Приближалась минута, ради которой он жил все последние недели, ради которой он при содействии Марии Евгеньевны и связанных с ней подпольщиков, из писарей в административном здании, был включен в донорскую группу.
План его не являлся вымыслом ребенка, он был выношен зрелым умом повидавшего жизнь человека и строился на растерянности медперсонала, вызванной внезапной воздушной тревогой, заметной трусливости старшего фельдшера по кличке Доннер Веттер, злобного придурка, пересыпающего свою речь ругательствами, а также на паническом страхе смерти, свойственном большинству садистов.
По инструкции Доннер Веттер должен был уходить из амбулатории последним, предварительно закрыв на замок комнаты и холодильник, в котором хранились неотправленные в госпиталя ампулы с взятой у детей кровью. Но стоило завыть сирене, как старший фельдшер, забывая о своих обязанностях, мчался в бомбоубежище одним из первых.
Вот и сейчас он сбежал, ничего не заперев, и предоставил Васе полную свободу действий.
Мальчик открыл дверь холодильника, вытащил стеклянную пробирку, запечатанную пробкой, помахал ею над ухом, словно градусником, когда сбивают температуру, и услышал тягучие всплески жидкости.
"Может быть, это моя кровь", — подумалось ему. Размахнувшись, он разбил пробирку о кафельную стену. Темное пятно с кустистыми потеками внизу расплылось на камне. Следом за ним второе, третье…
Пробирки лопались с каким-то противным скрежещущим звуком. Ампулы — с треском вспыхнувшей спички. А прочно запаянные колбы и банки, вытаскиваемые из розоватого, подкрашенного электрическим светом нутра холодильного шкафа, взрывались, словно были начинены не кровью, а динамитом. Впрочем, и впрямь эта кровь отныне могла называться динамитом, в переносном, конечно, смысле. Уничтожение ее, как говорила Мария Евгеньевна, равнозначно выводу из строя целого батальона немецких солдат. А вывести из строя, снять одним махом с фронта целый батальон фашистов — разве это не такое дело, ради которого стоит жить?

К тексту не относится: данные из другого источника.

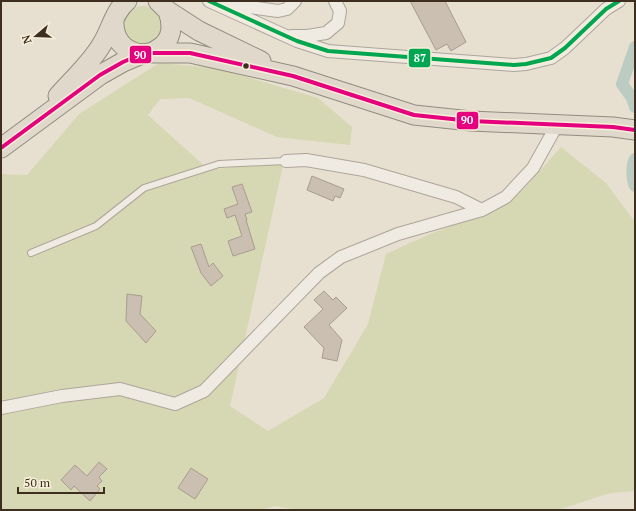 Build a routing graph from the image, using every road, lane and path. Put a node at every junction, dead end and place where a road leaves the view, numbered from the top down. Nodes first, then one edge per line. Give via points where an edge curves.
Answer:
1 (127, 1) edge
2 (210, 1) edge
3 (295, 1) edge
4 (336, 1) edge
5 (619, 1) edge
6 (163, 6) edge
7 (114, 20) junction
8 (286, 36) junction
9 (146, 54) junction
10 (293, 76) junction
11 (558, 125) junction
12 (27, 129) junction
13 (635, 130) edge
14 (1, 148) edge
15 (286, 161) joint
16 (482, 210) junction
17 (31, 253) dead end
18 (1, 408) edge

1 - 7 highway via 119,9
2 - 3 street via 278,11 287,9
2 - 8 street
4 - 8 street via 340,11 338,23 326,33
5 - 8 street via 606,9 551,58 526,64 328,51
6 - 9 highway via 171,19 169,36 161,47
6 - 10 highway via 199,31
7 - 9 highway via 118,40 128,50
7 - 12 highway via 94,56
9 - 10 highway via 190,53
9 - 12 highway via 123,62 100,75
10 - 11 highway via 414,115 471,121
11 - 13 highway
11 - 16 street via 533,168 506,197
12 - 14 highway
15 - 16 street via 306,160 364,170 456,197
15 - 17 lane via 219,164 144,188 96,226
16 - 18 street via 398,234 341,257 319,273 204,391 175,404 120,389 62,396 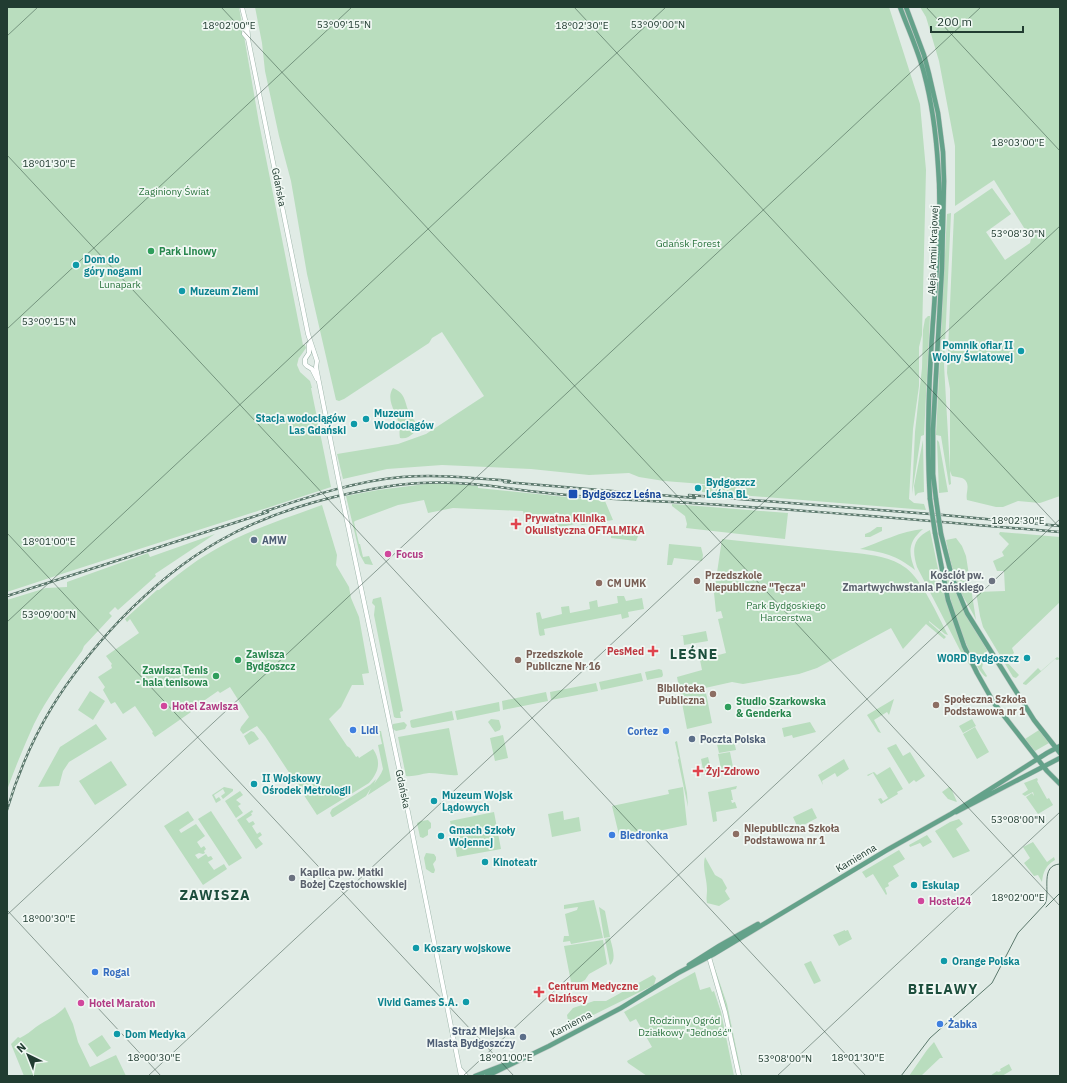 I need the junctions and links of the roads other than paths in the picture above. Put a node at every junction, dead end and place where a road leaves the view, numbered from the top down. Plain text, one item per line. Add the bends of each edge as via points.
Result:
1 (242, 7) edge
2 (900, 7) edge
3 (906, 7) edge
4 (308, 334) junction
5 (308, 356) junction
6 (314, 357) junction
7 (316, 365) junction
8 (310, 368) junction
9 (320, 386) junction
10 (1058, 747) edge
11 (1032, 752) junction
12 (1060, 753) edge
13 (1060, 758) edge
14 (1038, 759) junction
15 (1030, 764) junction
16 (1043, 767) junction
17 (1060, 784) edge
18 (951, 814) junction
19 (710, 954) junction
20 (534, 1053) junction
21 (460, 1069) junction
22 (461, 1076) edge
23 (466, 1076) edge
24 (475, 1076) edge
25 (487, 1076) edge
26 (739, 1076) edge

1 - 4 main road, Gdańska
2 - 11 main road, Aleja Armii Krajowej, bridge via 925,78 938,166 939,227 928,403 930,499 935,534 948,600 964,646 994,703
3 - 10 main road, Aleja Armii Krajowej, bridge via 929,74 938,112 943,152 942,268 933,422 933,474 941,534 952,578 967,613 1034,720
4 - 5 main road, Gdańska
4 - 6 main road, Gdańska
5 - 6 main road
5 - 8 main road via 305,364
6 - 7 main road
7 - 8 main road
7 - 9 main road
8 - 9 main road
9 - 21 main road, Gdańska, bridge
10 - 12 main road, Aleja Armii Krajowej
10 - 14 main road, Kamienna
11 - 14 main road, Aleja Armii Krajowej
11 - 15 main road
13 - 16 main road, Kamienna
14 - 15 main road, Kamienna
14 - 16 main road, Aleja Armii Krajowej
15 - 18 main road, Kamienna
16 - 17 main road, Aleja Armii Krajowej
16 - 18 main road, Kamienna
18 - 19 main road, Kamienna
19 - 20 main road, Kamienna via 621,1008
19 - 26 main road
20 - 24 main road, Kamienna
20 - 25 main road, Kamienna
21 - 22 main road, Gdańska
21 - 23 main road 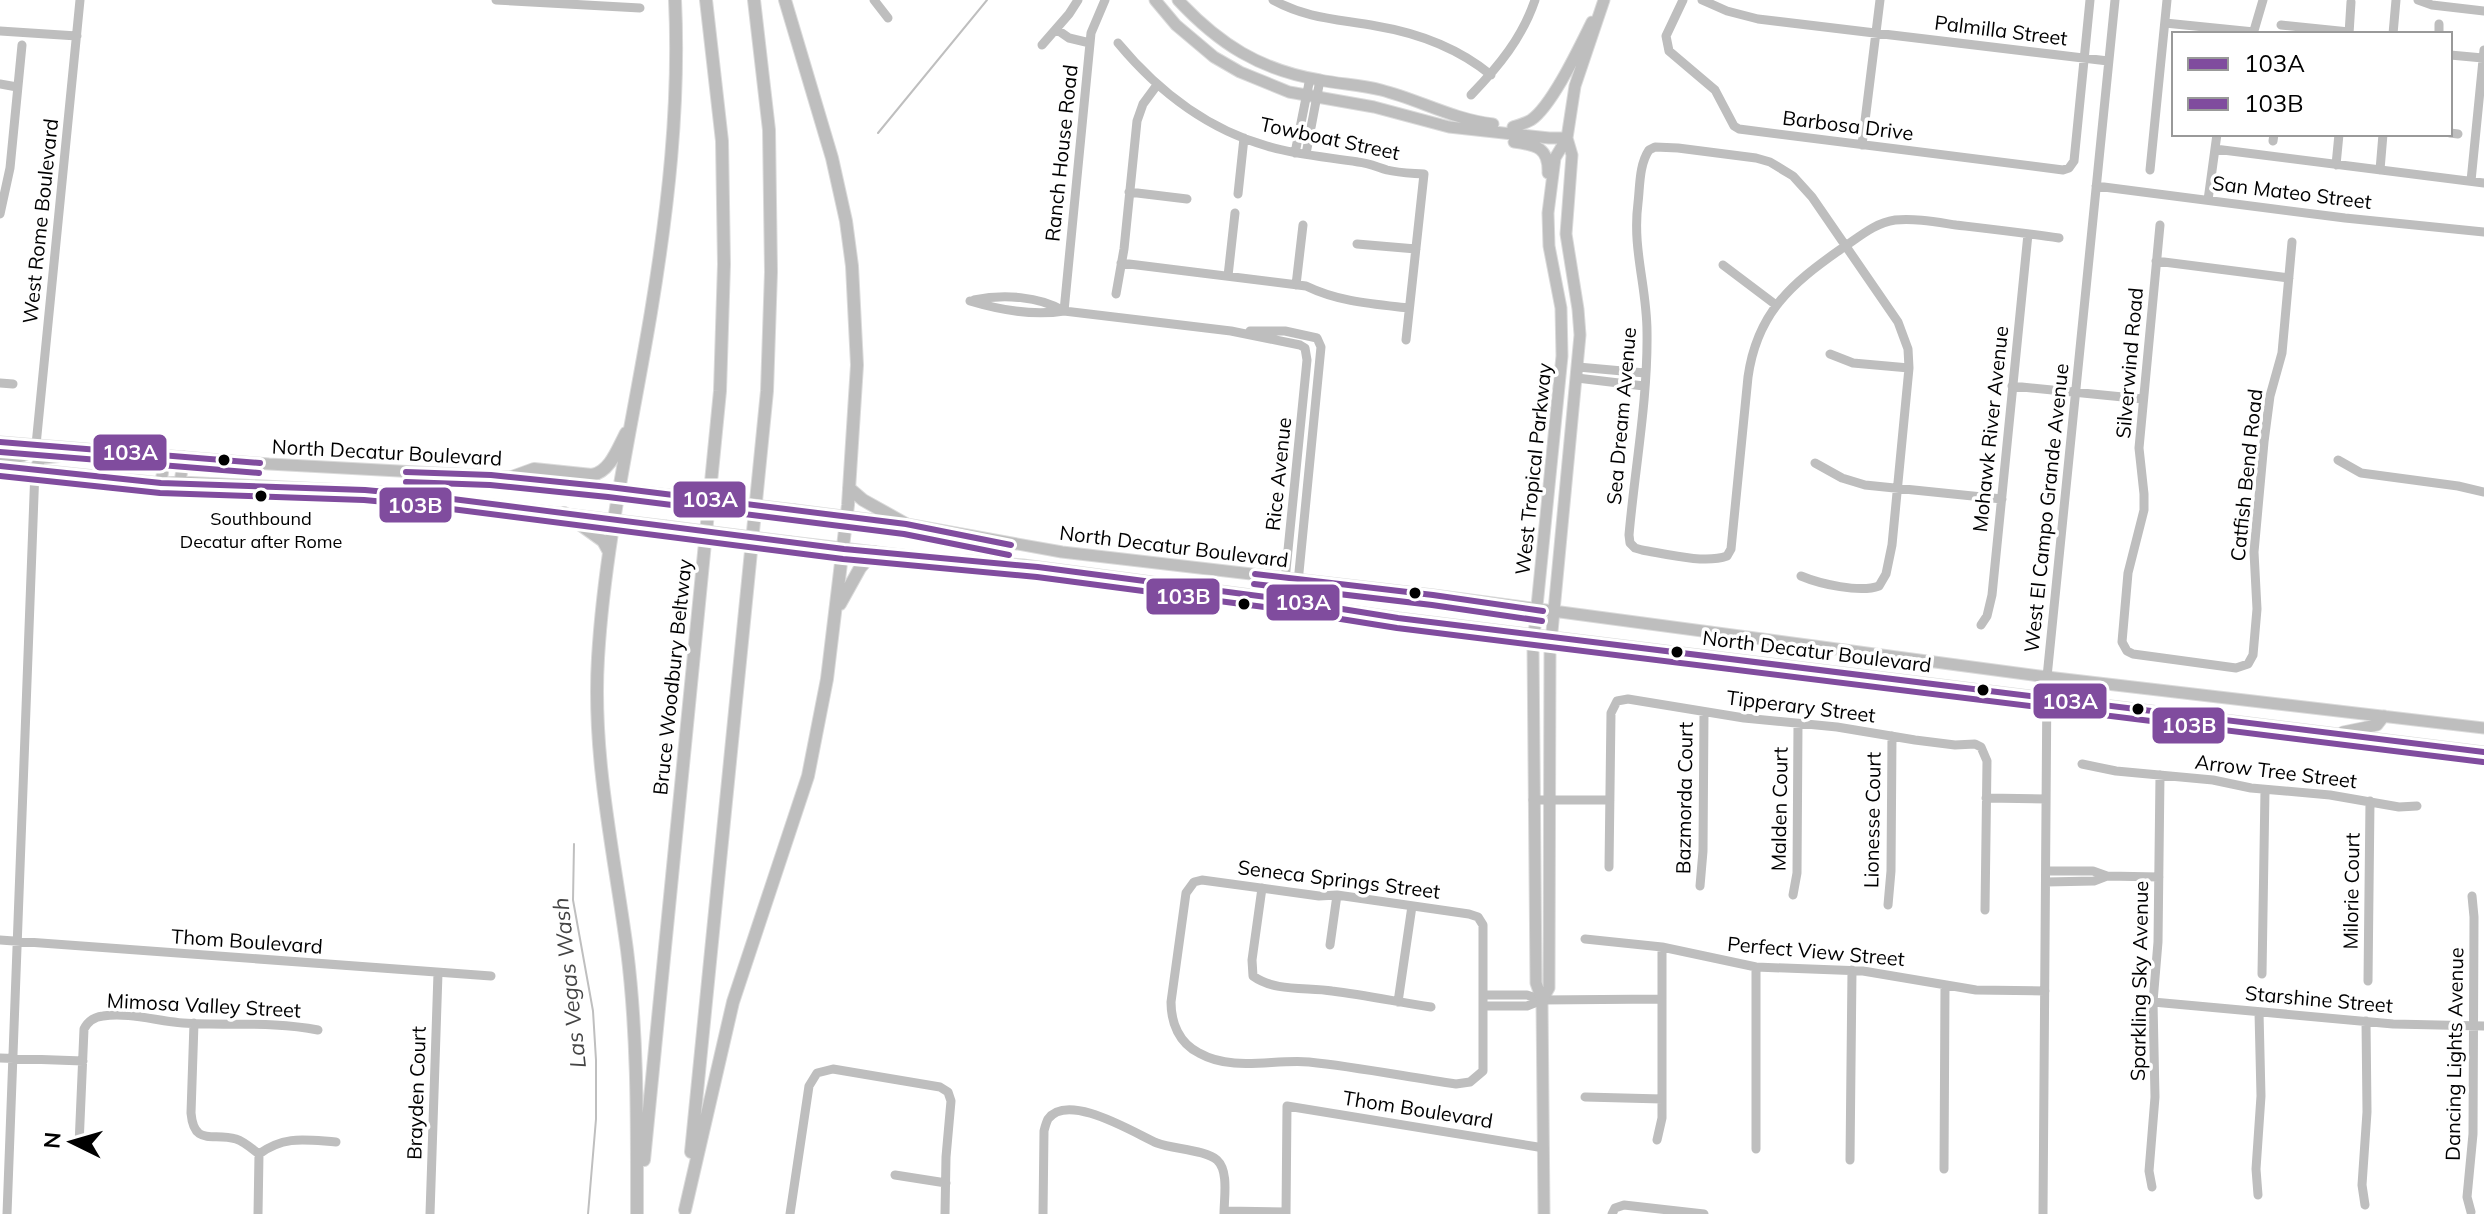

"Жить!" — отдалось эхом в мальчике.
Он выскользнул в смежную комнату, превращенную в морг. Здесь в мешках с прикрепленными к ним бирками лежали умершие от потери крови дети. Один из мешков, специально приготовленный для Васи, был пуст. В него он и забрался, зная, что вскоре после выкачки крови за покойниками приезжает грузовик, который и отвозит их на кладбище. Знал он и то, что водитель — из вольнонаемных, зовут его Олег Иванович, он муж Инны Даниловны, а она — подпольщица, поддерживающая связь с партизанским отрядом.
Вася знал достаточно много, чтобы жить. А жить он хотел…
И снова — городской рынок, снова родная для Коли стихия. Снова бурлящая в часы прилива толпа покупателей и продавцов, затиснутая в сапоги и бриджи, в полушалки, плащи, потертые пиджаки. Снова густой и неумолчный гуд, напоминающий море в пору прибоя, с плывущей над ним звонкой разноголосицей.
— Платье бежевое, в цветах! Довоенное шитье! Почти новое!
— Лампа керосиновая! Кому лампа? Бери — не пожалеешь!